After more than four years of deliberations and an international competition, the St. Petersburg Pier jury ranked "The Lens" as its top design choice.
Friday morning at City Hall, the five-member jury ranked the piers:
1. "The Lens";
2. "The Wave";
3. "The Eye."
City staff said negotiations with Michael Maltzan Architecture would begin almost immediately.
According to the jury, some of the benefits of "The Lens" design over the other proposals included the anticipated low public subsidy and the design’s flexibility.
Pinellas County Commissioner Ken Welch, a jury member, noted that “'The Lens' is just an extension of our waterfront and our parks and trail system.
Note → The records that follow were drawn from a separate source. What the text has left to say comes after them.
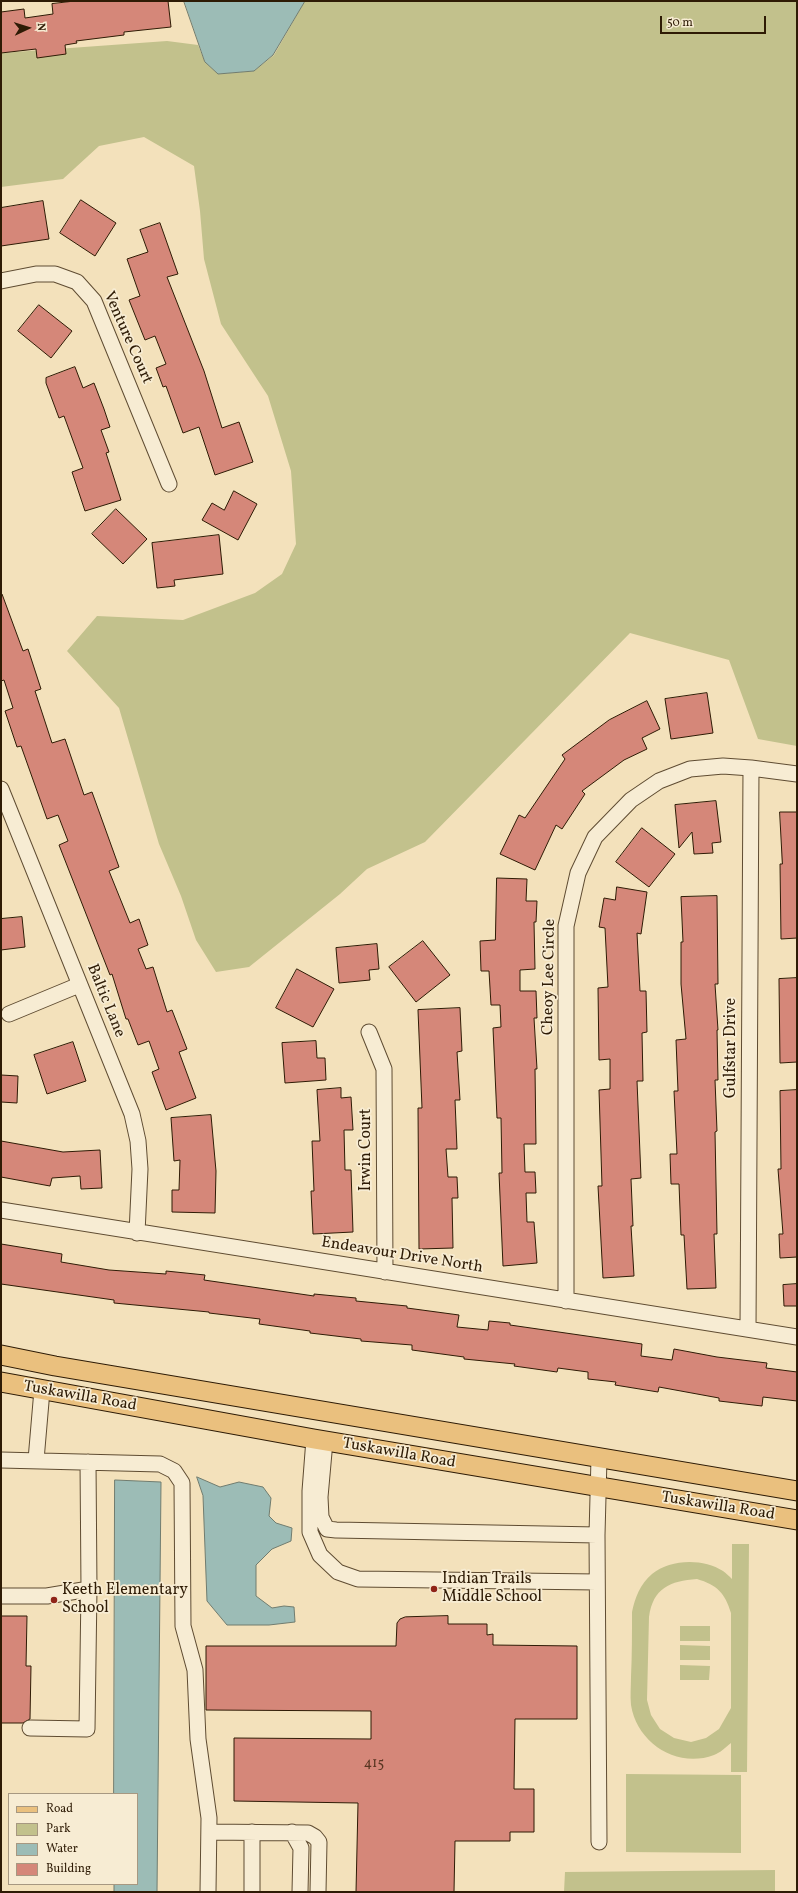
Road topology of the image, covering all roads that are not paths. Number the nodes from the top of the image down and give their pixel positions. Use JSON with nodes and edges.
{"nodes":[{"id":1,"x":1,"y":281,"type":"edge"},
{"id":2,"x":169,"y":484,"type":"dead end"},
{"id":3,"x":751,"y":768,"type":"junction"},
{"id":4,"x":797,"y":774,"type":"edge"},
{"id":5,"x":1,"y":789,"type":"edge"},
{"id":6,"x":79,"y":985,"type":"junction"},
{"id":7,"x":9,"y":1014,"type":"dead end"},
{"id":8,"x":368,"y":1032,"type":"dead end"},
{"id":9,"x":1,"y":1210,"type":"edge"},
{"id":10,"x":137,"y":1233,"type":"junction"},
{"id":11,"x":385,"y":1272,"type":"junction"},
{"id":12,"x":566,"y":1301,"type":"junction"},
{"id":13,"x":748,"y":1329,"type":"junction"},
{"id":14,"x":797,"y":1337,"type":"edge"},
{"id":15,"x":1,"y":1354,"type":"edge"},
{"id":16,"x":44,"y":1364,"type":"junction"},
{"id":17,"x":1,"y":1382,"type":"edge"},
{"id":18,"x":42,"y":1390,"type":"junction"},
{"id":19,"x":319,"y":1440,"type":"junction"},
{"id":20,"x":599,"y":1458,"type":"junction"},
{"id":21,"x":1,"y":1460,"type":"edge"},
{"id":22,"x":36,"y":1460,"type":"junction"},
{"id":23,"x":88,"y":1462,"type":"junction"},
{"id":24,"x":598,"y":1488,"type":"junction"},
{"id":25,"x":797,"y":1491,"type":"edge"},
{"id":26,"x":797,"y":1520,"type":"edge"},
{"id":27,"x":597,"y":1534,"type":"junction"},
{"id":28,"x":597,"y":1582,"type":"junction"},
{"id":29,"x":89,"y":1589,"type":"junction"},
{"id":30,"x":1,"y":1596,"type":"edge"},
{"id":31,"x":30,"y":1728,"type":"dead end"},
{"id":32,"x":209,"y":1832,"type":"junction"},
{"id":33,"x":252,"y":1832,"type":"junction"},
{"id":34,"x":292,"y":1832,"type":"junction"},
{"id":35,"x":599,"y":1842,"type":"dead end"},
{"id":36,"x":208,"y":1892,"type":"edge"},
{"id":37,"x":252,"y":1892,"type":"edge"},
{"id":38,"x":300,"y":1892,"type":"edge"},
{"id":39,"x":318,"y":1892,"type":"edge"}],
"edges":[{"from":1,"to":2,"type":"street","name":"Venture Court"},
{"from":3,"to":4,"type":"street","name":"Cheoy Lee Circle"},
{"from":3,"to":12,"type":"street","name":"Cheoy Lee Circle"},
{"from":3,"to":13,"type":"street","name":"Gulfstar Drive"},
{"from":5,"to":6,"type":"street","name":"Baltic Lane"},
{"from":6,"to":7,"type":"street"},
{"from":6,"to":10,"type":"street","name":"Baltic Lane"},
{"from":8,"to":11,"type":"street","name":"Irwin Court"},
{"from":9,"to":10,"type":"street","name":"Endeavour Drive North"},
{"from":10,"to":11,"type":"street","name":"Endeavour Drive North"},
{"from":11,"to":12,"type":"street","name":"Endeavour Drive North"},
{"from":12,"to":13,"type":"street","name":"Endeavour Drive North"},
{"from":13,"to":14,"type":"street","name":"Endeavour Drive North"},
{"from":15,"to":16,"type":"main road","name":"Tuskawilla Road"},
{"from":16,"to":18,"type":"main road"},
{"from":16,"to":20,"type":"main road","name":"Tuskawilla Road"},
{"from":17,"to":18,"type":"main road","name":"Tuskawilla Road"},
{"from":18,"to":19,"type":"main road","name":"Tuskawilla Road"},
{"from":18,"to":22,"type":"street"},
{"from":19,"to":24,"type":"main road","name":"Tuskawilla Road"},
{"from":19,"to":27,"type":"street"},
{"from":19,"to":28,"type":"street"},
{"from":20,"to":24,"type":"street"},
{"from":20,"to":25,"type":"main road","name":"Tuskawilla Road"},
{"from":21,"to":22,"type":"street"},
{"from":22,"to":23,"type":"street"},
{"from":23,"to":29,"type":"street"},
{"from":23,"to":32,"type":"street"},
{"from":24,"to":26,"type":"main road","name":"Tuskawilla Road"},
{"from":24,"to":27,"type":"street"},
{"from":27,"to":28,"type":"street"},
{"from":28,"to":35,"type":"street"},
{"from":29,"to":30,"type":"street"},
{"from":29,"to":31,"type":"street"},
{"from":32,"to":33,"type":"street"},
{"from":32,"to":36,"type":"street"},
{"from":33,"to":34,"type":"street"},
{"from":33,"to":37,"type":"street"},
{"from":34,"to":38,"type":"street"},
{"from":34,"to":39,"type":"street"}]}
It’s different than what the Pier has been.
"The Lens" pier design is "best for affordability, attractive for local residents and has lower subsidy,” Welch added. “That’s why I ranked it at the top of my list.”
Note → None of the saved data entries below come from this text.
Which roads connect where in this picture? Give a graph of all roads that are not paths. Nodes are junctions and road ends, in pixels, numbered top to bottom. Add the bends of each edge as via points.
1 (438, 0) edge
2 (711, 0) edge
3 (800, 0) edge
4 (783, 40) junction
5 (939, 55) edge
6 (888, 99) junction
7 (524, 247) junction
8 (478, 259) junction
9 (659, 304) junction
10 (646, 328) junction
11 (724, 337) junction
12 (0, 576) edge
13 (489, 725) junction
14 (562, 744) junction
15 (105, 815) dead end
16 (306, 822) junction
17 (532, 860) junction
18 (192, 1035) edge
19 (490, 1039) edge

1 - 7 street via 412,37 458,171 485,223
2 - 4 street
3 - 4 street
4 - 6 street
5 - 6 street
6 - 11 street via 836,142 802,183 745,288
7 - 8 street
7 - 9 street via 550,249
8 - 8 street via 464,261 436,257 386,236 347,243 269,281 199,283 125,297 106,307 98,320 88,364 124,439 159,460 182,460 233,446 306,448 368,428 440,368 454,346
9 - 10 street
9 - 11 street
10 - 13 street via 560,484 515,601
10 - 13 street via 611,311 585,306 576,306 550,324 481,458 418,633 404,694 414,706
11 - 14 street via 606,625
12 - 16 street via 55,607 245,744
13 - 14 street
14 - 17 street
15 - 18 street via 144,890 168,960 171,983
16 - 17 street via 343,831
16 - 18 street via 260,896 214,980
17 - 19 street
Many parts of "The Lens" can be built incrementally, with the public having input at each step.
“There (are) enormous opportunities to have a constant engagement with the public with what 'The Lens' will become over time,” said Pier jury member James Moore.
“The fundamental question is: Are we prepared to change the functionality of the Pier to have this path versus a single destination?” Welch asked.
Pier jury members noted that the current Pier as a “destination” has not generated enough revenue over the years to offset costs.
Councilor Leslie Curran agreed with "The Lens" as the top choice but argued that the Pier’s functionality is not changing.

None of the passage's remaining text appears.